How To Plan A Disney World Family Vacation

Walt Disney World probably ranks among the top place in the world for parents planning an awesome family vacation. Young children, in particular, will be thrilled by the sheer extravaganza of it all and the chance to meet cast members dressed as their favorite Disney characters. The happiest place on earth may be the perfect place to build memories for a lifetime. The entertainment complex, located in Bay Lake and Buena Vista in Florida, opened in October 1971, has become one of the most visited theme parks in the world, with over 52 million people from all over the world visiting every year.

If your kids have never been there before, explain the difference between the parks as a way to manage expectations. Otherwise, it can be only too easy to get disappointed because you can’t cover everything. Your kids will probably appreciate the trip by age five. However, height is more important than age because rides have a minimum height requirement. For most rides, it’s 44 inches. A few, like Primeval Whirl and Rock ‘n’ Roller Coaster, have a height requirement of 48 inches.

Now might be the perfect time to buy them their first smartphone, too. Not only will they be able to take photos and videos of things that delight them, but they can also call you if they get separated. It’s easy to get lost because of the large crowds, which can be terrifying for a small child. However, make sure that the phone is protected, and pick a case from BodyGuardz that won’t inhibit little hands from using the smartphone correctly.

If your kids are too young to use a smartphone, then it’s a good idea to give them an ID tag.
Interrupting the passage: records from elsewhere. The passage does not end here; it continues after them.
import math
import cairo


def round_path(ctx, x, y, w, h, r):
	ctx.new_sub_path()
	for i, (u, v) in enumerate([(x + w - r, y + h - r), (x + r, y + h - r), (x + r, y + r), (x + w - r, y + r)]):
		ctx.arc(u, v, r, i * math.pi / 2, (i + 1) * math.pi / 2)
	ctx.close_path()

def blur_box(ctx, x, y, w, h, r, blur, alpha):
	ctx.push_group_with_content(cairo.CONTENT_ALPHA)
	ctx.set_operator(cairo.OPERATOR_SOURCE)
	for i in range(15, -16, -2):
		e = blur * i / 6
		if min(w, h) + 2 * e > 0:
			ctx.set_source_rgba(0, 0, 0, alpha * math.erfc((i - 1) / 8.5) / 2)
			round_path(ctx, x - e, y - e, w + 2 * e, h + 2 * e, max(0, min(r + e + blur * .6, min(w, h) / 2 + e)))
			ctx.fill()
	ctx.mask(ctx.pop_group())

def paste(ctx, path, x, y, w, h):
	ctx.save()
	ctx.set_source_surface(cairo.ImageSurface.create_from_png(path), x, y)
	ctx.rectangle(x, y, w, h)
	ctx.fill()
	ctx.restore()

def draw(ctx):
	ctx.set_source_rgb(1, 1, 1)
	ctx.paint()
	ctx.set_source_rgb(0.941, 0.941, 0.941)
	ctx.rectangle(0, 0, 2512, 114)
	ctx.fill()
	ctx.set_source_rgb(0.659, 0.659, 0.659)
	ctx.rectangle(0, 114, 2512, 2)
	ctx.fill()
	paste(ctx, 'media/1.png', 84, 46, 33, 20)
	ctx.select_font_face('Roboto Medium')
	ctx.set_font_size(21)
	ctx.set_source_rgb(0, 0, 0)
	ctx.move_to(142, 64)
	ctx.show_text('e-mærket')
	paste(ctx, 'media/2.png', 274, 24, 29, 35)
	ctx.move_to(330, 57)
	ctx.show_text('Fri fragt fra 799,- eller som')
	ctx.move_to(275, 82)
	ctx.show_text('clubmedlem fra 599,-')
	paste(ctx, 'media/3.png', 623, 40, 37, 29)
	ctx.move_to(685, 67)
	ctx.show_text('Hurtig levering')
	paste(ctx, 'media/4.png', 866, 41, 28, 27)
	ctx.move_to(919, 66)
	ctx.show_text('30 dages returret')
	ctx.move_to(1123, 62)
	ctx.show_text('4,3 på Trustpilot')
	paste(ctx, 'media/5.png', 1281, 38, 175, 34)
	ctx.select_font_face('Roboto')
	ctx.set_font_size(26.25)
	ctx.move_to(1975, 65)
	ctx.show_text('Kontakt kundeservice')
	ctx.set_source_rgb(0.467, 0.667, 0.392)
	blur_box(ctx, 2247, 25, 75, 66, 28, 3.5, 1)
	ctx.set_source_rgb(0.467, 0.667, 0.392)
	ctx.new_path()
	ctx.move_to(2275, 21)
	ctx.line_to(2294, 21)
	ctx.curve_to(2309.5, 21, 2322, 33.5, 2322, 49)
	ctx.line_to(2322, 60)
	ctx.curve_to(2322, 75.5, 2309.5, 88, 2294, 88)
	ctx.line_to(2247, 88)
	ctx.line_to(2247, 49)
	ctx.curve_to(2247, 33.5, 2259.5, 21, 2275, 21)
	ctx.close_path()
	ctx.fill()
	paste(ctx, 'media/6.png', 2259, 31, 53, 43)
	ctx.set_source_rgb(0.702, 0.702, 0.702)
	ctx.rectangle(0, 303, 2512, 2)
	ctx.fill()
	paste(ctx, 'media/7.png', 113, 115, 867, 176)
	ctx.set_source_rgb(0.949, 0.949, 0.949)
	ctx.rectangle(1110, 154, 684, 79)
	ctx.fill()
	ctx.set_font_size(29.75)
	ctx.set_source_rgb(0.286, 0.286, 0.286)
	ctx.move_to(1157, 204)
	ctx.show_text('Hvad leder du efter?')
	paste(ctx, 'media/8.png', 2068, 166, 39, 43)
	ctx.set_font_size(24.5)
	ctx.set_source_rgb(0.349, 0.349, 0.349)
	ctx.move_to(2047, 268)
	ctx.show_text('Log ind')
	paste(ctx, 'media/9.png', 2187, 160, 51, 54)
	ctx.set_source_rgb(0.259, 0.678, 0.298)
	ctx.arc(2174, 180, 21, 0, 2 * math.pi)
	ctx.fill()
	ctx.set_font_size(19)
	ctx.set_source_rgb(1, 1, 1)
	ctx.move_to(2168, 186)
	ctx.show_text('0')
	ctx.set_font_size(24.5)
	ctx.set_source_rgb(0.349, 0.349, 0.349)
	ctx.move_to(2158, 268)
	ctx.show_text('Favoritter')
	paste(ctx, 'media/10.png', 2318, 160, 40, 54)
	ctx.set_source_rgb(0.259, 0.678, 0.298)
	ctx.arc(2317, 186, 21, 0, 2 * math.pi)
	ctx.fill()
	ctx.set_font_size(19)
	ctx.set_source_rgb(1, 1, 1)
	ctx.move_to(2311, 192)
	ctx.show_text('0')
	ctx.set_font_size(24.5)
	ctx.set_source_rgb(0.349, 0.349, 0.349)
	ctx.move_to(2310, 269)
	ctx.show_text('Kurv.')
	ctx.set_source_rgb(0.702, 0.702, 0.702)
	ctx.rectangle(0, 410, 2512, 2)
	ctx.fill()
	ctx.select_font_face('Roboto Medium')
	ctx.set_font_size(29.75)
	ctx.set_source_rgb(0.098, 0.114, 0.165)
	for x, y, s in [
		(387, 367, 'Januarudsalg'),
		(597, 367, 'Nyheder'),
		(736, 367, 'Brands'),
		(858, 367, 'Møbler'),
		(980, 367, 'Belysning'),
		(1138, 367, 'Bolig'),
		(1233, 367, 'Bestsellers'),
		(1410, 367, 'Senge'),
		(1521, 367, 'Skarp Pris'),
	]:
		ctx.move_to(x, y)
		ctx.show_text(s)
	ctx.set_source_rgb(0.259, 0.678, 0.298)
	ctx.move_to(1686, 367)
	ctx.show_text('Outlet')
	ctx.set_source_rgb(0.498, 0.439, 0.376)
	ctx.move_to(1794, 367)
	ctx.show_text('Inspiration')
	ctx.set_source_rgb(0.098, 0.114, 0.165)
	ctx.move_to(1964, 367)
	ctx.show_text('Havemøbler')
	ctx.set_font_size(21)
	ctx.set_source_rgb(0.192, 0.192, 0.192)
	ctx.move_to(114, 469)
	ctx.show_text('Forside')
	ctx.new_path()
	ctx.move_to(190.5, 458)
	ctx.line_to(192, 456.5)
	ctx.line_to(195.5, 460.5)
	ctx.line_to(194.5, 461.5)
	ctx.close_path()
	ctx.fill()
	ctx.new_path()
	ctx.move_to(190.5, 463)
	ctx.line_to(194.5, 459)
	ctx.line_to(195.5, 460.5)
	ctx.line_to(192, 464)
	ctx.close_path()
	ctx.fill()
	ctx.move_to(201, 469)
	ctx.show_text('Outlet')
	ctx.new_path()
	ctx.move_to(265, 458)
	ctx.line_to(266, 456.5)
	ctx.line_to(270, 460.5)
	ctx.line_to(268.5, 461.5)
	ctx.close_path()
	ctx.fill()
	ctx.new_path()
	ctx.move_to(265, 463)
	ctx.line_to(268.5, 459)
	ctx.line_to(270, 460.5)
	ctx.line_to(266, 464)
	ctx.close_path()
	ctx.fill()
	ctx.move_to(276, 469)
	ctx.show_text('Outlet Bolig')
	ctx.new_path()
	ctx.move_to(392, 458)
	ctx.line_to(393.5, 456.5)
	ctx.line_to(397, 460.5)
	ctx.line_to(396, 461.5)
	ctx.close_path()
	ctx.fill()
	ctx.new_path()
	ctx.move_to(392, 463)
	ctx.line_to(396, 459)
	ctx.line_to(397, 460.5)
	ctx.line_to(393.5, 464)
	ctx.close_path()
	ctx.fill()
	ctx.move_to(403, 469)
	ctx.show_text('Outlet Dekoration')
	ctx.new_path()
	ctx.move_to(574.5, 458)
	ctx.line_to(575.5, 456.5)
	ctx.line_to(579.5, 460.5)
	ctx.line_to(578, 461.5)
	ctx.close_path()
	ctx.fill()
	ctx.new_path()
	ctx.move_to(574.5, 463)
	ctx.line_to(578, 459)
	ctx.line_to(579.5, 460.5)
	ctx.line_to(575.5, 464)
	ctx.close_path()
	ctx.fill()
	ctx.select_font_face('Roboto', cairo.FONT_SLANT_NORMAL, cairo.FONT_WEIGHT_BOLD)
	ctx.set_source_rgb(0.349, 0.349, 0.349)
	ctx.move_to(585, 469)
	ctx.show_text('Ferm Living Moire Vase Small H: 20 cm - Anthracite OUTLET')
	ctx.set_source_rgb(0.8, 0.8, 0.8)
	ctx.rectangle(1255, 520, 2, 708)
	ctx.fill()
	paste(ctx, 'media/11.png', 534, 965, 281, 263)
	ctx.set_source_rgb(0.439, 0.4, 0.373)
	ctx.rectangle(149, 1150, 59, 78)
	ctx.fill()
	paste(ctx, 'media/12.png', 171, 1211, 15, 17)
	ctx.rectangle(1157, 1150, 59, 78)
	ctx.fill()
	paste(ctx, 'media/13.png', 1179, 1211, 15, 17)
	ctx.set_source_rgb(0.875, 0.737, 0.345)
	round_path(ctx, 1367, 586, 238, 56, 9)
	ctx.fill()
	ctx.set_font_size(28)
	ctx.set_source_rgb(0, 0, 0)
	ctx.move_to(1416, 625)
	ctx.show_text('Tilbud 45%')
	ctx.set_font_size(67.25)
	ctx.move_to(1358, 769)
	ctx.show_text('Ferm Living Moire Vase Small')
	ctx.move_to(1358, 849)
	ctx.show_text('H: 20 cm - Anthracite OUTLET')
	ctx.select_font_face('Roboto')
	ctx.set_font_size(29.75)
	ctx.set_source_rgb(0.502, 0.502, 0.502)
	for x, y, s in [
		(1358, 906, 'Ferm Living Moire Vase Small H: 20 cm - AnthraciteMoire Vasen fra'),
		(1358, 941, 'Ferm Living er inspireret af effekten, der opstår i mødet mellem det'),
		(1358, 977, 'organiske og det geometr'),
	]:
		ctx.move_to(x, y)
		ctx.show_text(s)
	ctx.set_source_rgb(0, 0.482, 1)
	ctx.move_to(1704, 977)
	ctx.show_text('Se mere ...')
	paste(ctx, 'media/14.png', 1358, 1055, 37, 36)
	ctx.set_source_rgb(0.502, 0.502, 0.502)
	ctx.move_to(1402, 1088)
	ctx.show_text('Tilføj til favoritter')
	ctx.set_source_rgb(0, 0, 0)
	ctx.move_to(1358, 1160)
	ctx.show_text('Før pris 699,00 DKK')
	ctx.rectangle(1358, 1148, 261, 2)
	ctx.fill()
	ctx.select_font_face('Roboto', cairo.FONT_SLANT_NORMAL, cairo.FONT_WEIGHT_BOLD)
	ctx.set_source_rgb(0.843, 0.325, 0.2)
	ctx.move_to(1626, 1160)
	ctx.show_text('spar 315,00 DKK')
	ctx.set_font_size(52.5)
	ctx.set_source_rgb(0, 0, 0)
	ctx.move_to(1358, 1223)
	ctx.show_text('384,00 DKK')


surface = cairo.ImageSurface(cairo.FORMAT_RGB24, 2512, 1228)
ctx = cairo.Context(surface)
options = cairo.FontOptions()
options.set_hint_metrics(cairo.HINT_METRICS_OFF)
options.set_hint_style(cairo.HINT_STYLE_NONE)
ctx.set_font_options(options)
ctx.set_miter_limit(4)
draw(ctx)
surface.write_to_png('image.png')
Attach metal tags to their shoes, with their name and your cell phone number. Teach them how to approach park members and show them the tags if they get separated. These tags will help them out if they are shy or have limited verbal skills.

When to Go

When planning a trip, the first question that comes up is deciding on the best time of the year to go. There is no perfect time, of course, and it all depends on your schedules and your interests. With that said, fall and spring have the most clement weather, and most of the rides are still open. Summer can often be too hot and crowded while winter has the perfect weather (it’s not cold but between the 60s and 70s) and far less crowded. However, many of the water rides are renovated in winter, so it’s not the best time to go if you have your heart set on specific rides.

Where to Go

Since Disney World is huge, the size of San Francisco, it’s not possible to see all the parks in a single day. So depending on how many days you have available, assume that it will take you about two days to explore each park. If you can’t see all the parks, prioritize the ones you most want to see first. It can be bewildering figuring out where to go and what to do. The Magic Kingdom Park, Epcot, Disney’s Hollywood Studios, Disney’s Animal Kingdom Park, and the Water Parks all have so much to offer it can be hard to make a decision.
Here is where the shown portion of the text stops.